Le Monsieur De La Petite Dame | Page 2

Frances Hodgson Burnett
during the remainder
of the evening's entertainment she should occupy herself more with her
neighbors than with the opera. She aroused M. Renard to a secret
ecstasy of mirth by the sharp steadiness of her observation of the
inmates of the box opposite to them. She talked about them, too, in a
tone not too well modulated, criticising the beautifully dressed little
woman, her hair, her eyes, her Greek nose and mouth, and, more than
all, her indifferent expression and her manner of leaning upon the edge
of her box and staring at the stage as if she did not care for, and indeed
scarcely saw, what was going on upon it.
"That is the way with your American beauties," she said. "They have
no respect for things. Their people spoil them--their men especially.
They consider themselves privileged to act as their whims direct. They
have not the gentle timidity of Frenchwomen. What French girl would
have the sang froid to sit in one of the best boxes of the Nouvelle
Opéra and regard, with an actual air of ennui, such a performance as
this? She does not hear a word that is sung."
"And we--do we hear?" bantered M. Renard.
"Pouf!" cried Madame. "We! We are world-dried and weather-beaten.
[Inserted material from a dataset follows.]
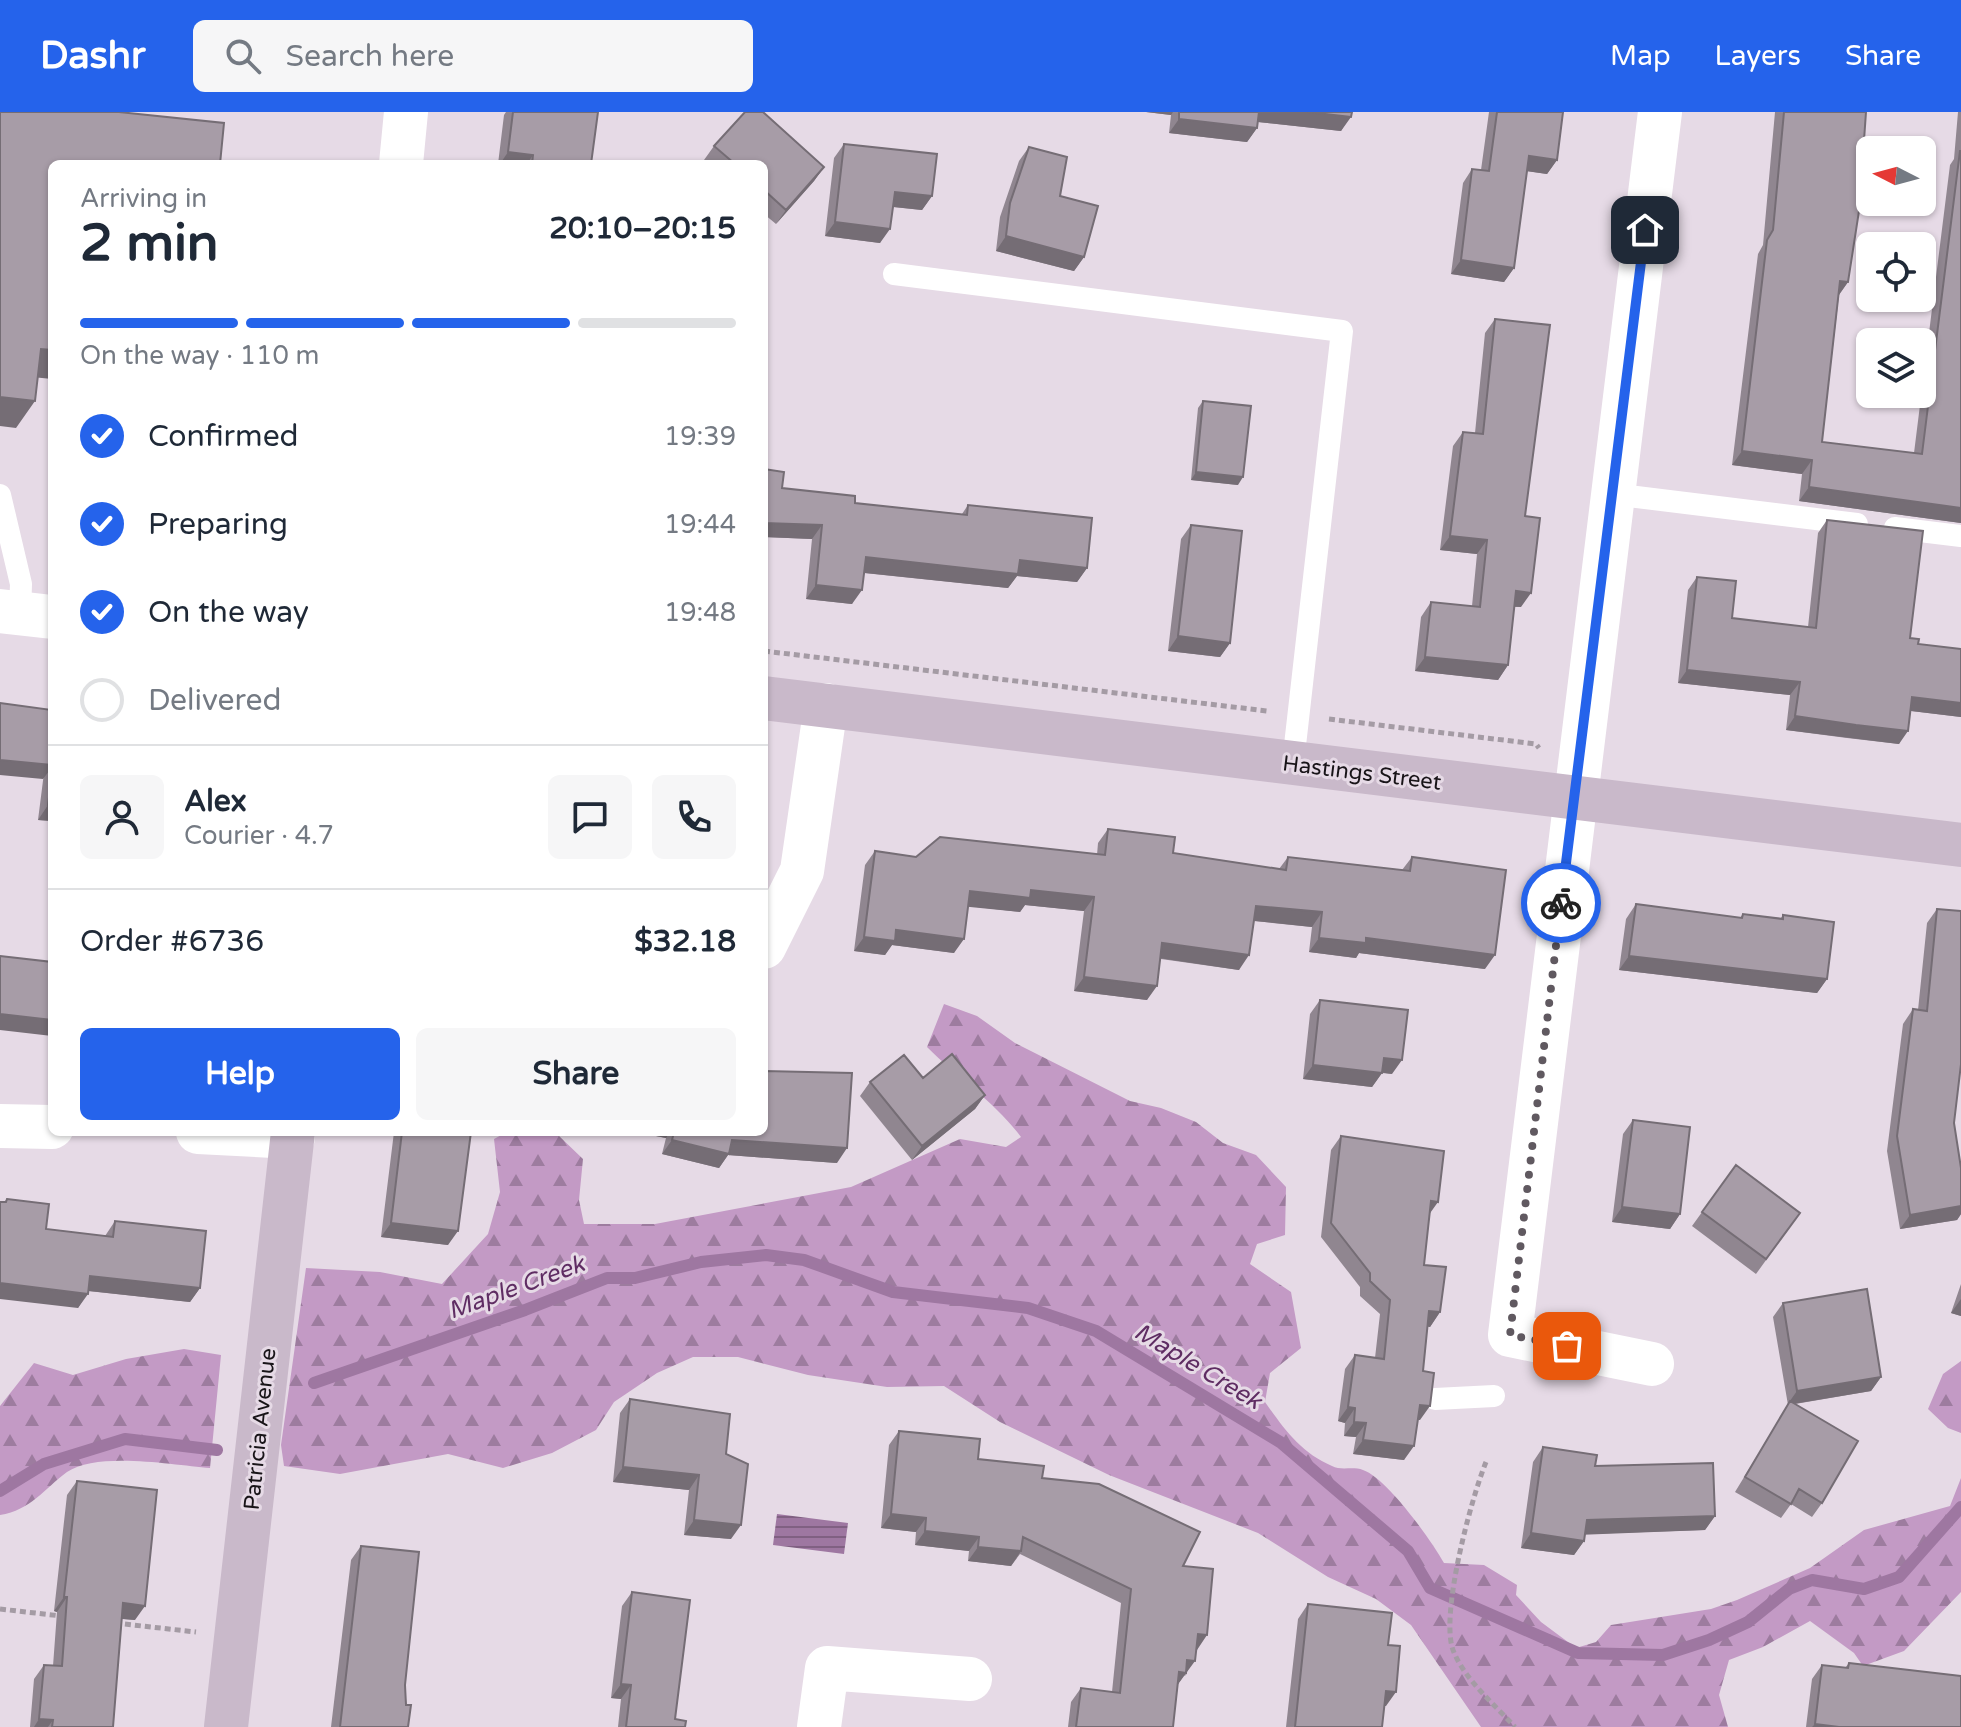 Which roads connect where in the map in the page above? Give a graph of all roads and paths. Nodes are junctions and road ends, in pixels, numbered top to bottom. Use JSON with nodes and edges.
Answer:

We have not a worm-eaten emotion between us. I am seventy, and you,
who are thirty-five, are the elder of the two. Bah I At that girl's age I
had the heart of a dove."
"But that is long ago," murmured M. Renard, as if to himself. It was
quite human that he should slightly resent being classed with an
unamiable grenadier of seventy.
"Yes!" with considerable asperity. "Fifty years!" Then, with harsh
voice and withered face melted suddenly into softness quite naïve,
"Mon Dieu!" she said, "Fifty years since Arsène whispered into my ear
at my first opera, that he saw tears in my eyes!"
It was at this instant that there appeared in the Villefort box a new
figure,--that of a dark, slight young man of graceful movements,--in
fact, a young man of intensely striking appearance. M. Villefort rose to
receive him with serious courtesy, but the pretty American was not so
gracious. Not until he had seated himself at her side and spoken to her
did she turn her head and permit her eyes simply to rest upon his face.
M. Renard smiled again.
"Enter," he remarked in a low tone,--"enter M. Ralph Edmondstone, the
cousin of Madame."
His companion asked no questions, but he proceeded, returning to his
light and airy tone:--
"M. Ralph Edmondstone is a genius," he said. "He is an artist, he is a
poet, he is also a writer of subtile prose. His sonnets to Euphrasie--in
the day of Euphrasie--awakened the admiration of the sternest critics:
they were so tender, so full of purest fire! Some of the same critics also
could scarcely choose between these and his songs to Aglæ in her day,
or Camille in hers. He is a young man of fine fancies, and possesses the
amiable quality of being invariably passionately in earnest. As he was
serious in his sentiments yesterday, so he will be to-morrow, so he is
to-day."

"To-day!" echoed Madame de Castro. "Nonsense!"
Madame Villefort did not seem to talk much. It was M. Ralph
Edmondstone who conversed, and that, too, with so much of the charm
of animation that it was pleasurable even to be a mere looker-on.
One involuntarily strained one's ears to catch a sentence,--he was so
eagerly absorbed, so full of rapid, gracefully unconscious and
unconventional gesture.
"I wonder what he is saying?" Madame de Castro was once betrayed
into exclaiming.
"Something metaphysical, about a poem, or a passage of music, or a
picture,--or perhaps his soul," returned M. Renard. "His soul is his
strong point,--he pets it and wonders at it. He puts it through its paces.
And yet, singularly enough, he is never ridiculous--only fanciful and
naïve. It is his soul which so fascinates women."
Whether this last was true of other women or not, Madame Villefort
scarcely appeared fascinated. As she listened, her eyes still rested upon
his eager mobile face, but with a peculiar expression,--an expression of
critical attention, and yet one which somehow detracted from her look
of youth, as if she weighed his words as they fell from his lips and
classified them, without any touch of the enthusiasm which stirred
within himself.
Suddenly she rose from her seat ana addressed her husband, who
immediately rose also. Then she spoke to M. Edmondstone, and
without more ado, the three left the box,--the young beauty, a little
oddly, rather followed than accompanied by her companions,--at the
recognition of which circumstance Madame de Castro uttered a series
of sharp ejaculations of disapproval.